Your task
Considering the entries that follow, report how many lines include the string "KORSGATAN", giving the number alone.

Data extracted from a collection
###

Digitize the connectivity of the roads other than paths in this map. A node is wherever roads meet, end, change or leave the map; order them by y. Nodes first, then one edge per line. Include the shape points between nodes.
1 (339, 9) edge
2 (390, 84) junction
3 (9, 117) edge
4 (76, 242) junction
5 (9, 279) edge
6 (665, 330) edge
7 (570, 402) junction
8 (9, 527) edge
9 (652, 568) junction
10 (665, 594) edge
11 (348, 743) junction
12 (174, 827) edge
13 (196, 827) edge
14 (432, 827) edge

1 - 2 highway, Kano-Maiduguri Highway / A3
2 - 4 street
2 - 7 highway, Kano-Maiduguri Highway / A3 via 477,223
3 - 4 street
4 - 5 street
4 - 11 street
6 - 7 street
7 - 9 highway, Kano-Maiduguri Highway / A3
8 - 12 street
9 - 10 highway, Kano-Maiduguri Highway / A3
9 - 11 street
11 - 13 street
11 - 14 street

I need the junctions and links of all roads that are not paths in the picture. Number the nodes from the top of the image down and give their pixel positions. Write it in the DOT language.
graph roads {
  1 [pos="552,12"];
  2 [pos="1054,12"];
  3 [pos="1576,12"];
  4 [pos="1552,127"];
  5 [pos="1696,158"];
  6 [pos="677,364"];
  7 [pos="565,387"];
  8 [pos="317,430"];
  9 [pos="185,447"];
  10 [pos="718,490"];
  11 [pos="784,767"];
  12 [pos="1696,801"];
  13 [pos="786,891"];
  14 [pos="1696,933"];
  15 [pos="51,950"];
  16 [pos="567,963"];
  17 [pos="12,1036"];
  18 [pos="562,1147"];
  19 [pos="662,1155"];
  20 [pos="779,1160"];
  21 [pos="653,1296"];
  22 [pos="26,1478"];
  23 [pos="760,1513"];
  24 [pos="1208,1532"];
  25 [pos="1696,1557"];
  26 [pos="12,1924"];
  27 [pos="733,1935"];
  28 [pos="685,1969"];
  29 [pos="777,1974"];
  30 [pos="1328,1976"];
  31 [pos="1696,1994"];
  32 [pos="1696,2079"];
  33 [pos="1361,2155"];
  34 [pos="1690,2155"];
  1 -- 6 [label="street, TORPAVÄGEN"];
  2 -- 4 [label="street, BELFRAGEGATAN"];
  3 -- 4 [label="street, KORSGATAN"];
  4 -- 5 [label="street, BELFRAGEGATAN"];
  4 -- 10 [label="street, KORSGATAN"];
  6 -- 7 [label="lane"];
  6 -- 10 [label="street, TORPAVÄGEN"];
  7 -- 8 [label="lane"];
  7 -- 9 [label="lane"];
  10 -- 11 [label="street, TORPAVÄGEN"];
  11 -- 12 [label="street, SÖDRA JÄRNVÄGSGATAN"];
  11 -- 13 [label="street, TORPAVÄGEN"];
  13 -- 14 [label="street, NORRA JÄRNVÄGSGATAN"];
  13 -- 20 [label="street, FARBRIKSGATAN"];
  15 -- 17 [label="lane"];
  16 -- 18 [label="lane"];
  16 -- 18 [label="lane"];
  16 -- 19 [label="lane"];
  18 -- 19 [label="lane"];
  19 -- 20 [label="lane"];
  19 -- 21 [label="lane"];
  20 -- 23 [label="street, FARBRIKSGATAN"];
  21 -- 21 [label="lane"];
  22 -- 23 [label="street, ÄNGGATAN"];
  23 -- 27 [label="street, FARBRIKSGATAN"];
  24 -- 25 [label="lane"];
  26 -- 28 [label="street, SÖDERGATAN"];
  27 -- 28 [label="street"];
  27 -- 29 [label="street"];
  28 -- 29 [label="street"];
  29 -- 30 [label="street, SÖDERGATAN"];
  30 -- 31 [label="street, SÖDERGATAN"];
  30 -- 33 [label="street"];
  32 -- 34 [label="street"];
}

###

Exercise solution
2